'The Men of Ness' and Some Other Recent Works of Fiction: A Sporting Novel
"Point-to-Point" [published in England as "Conversation Piece"] is a sporting novel, from the opening pages in which a certain Captain Pulleyns arrives at Pullinstown by his cousin's invitation to attend the point-to-point meeting of the Springwell Harriers, to the closing pages, which are partly concerned with Willow Pulleyns's misguided little romance, but more with a cub hunt, and some thrilling out-of-season riding. To the casual observer it must have seemed that Willow and her brother Dick lived solely for sport….
Even their romances—or what threatened to become their romances, for there existed between brother and sister a sympathy and likeness of mind which outsiders found difficult to cope with—were partly governed by their preoccupation with sport….
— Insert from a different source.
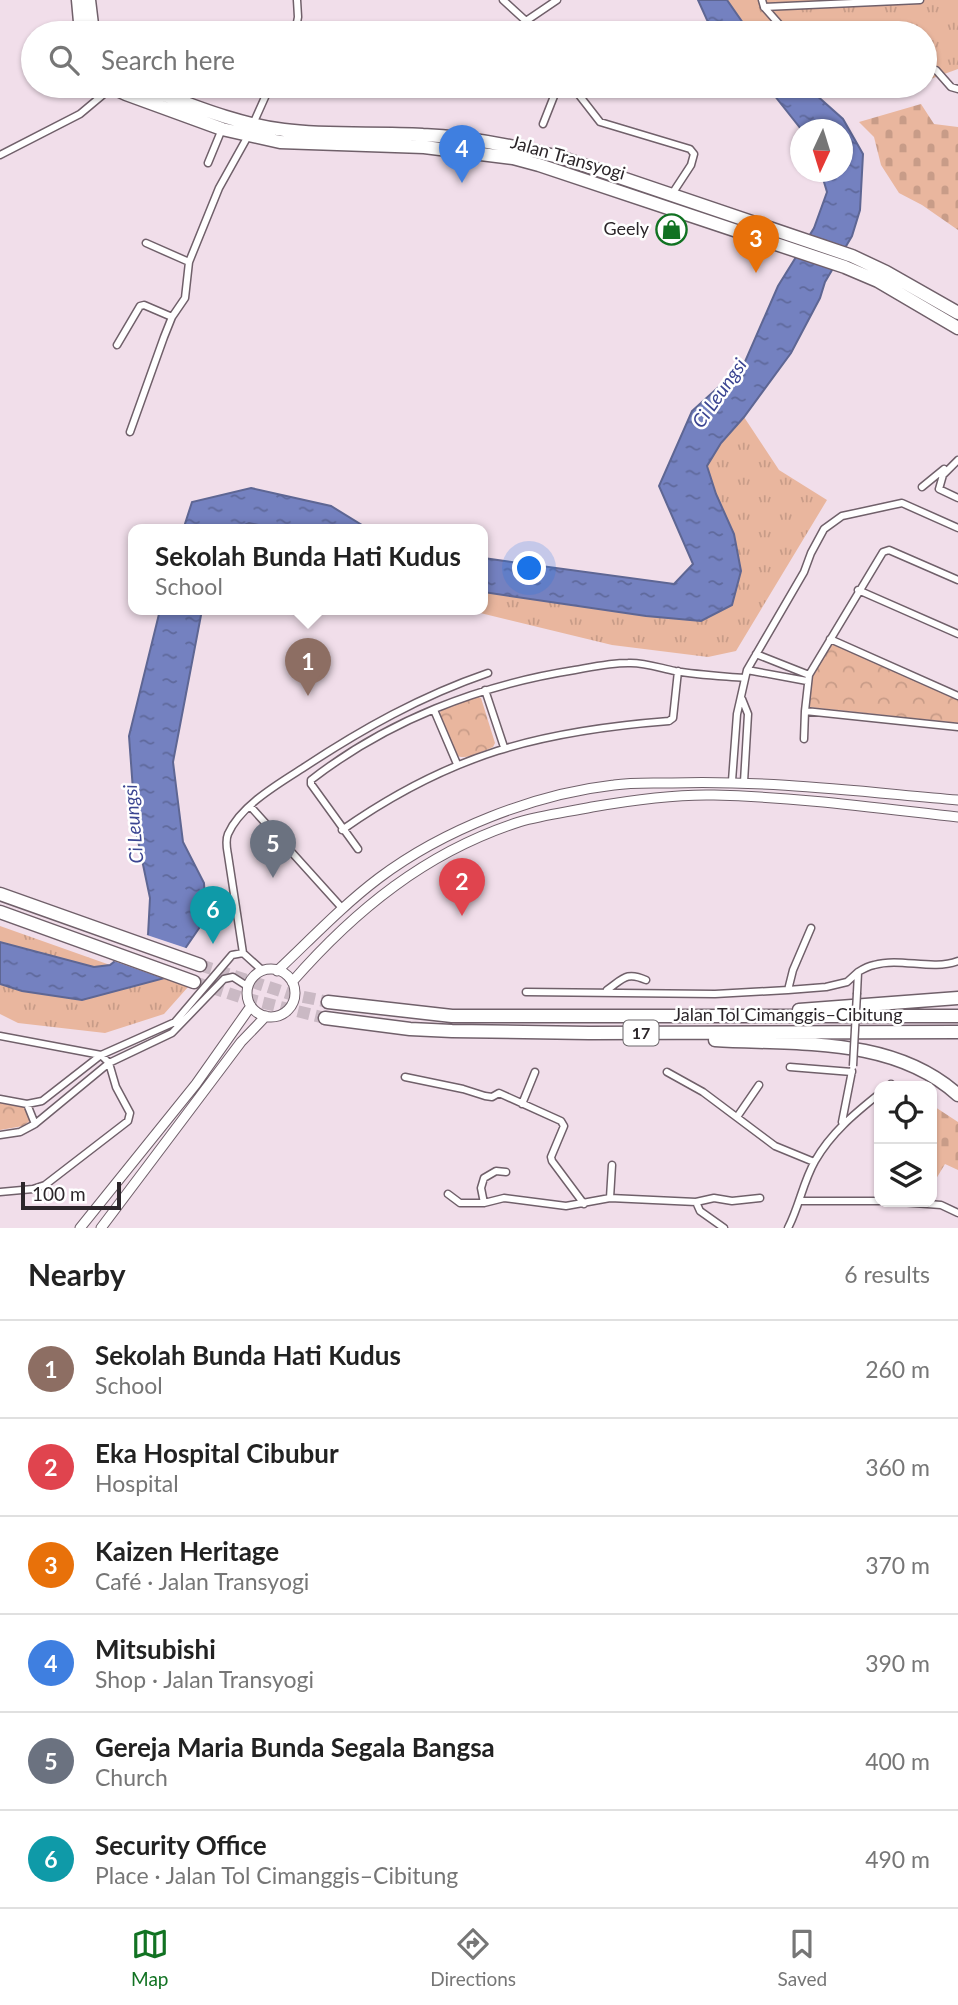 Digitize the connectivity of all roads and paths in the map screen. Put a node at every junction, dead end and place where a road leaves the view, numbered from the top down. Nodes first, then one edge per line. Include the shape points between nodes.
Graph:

These slender episodes comprise about all the book has to offer in the way of plot. For the rest, it contains a succession of vividly described sporting events, fox hunts, horse shows, and point-to-point races…. It is difficult to do justice to the quality of the book, to the beauty and economy of Miss Farrell's style, or to the contagious enthusiasm with which she writes. It is equally difficult to convey an impression of the life and habits of her Irish sportsmen, and the amazing combination of civilized formality and simple savagery which she attributes to them. It is enough to say that the book is thoroughly delightful and a worthy successor to "Mad Puppetstown."
"'The Men of Ness' and Some Other Recent Works of Fiction: A Sporting Novel," in The New York Times Book Review, April 9, 1933, p. 7.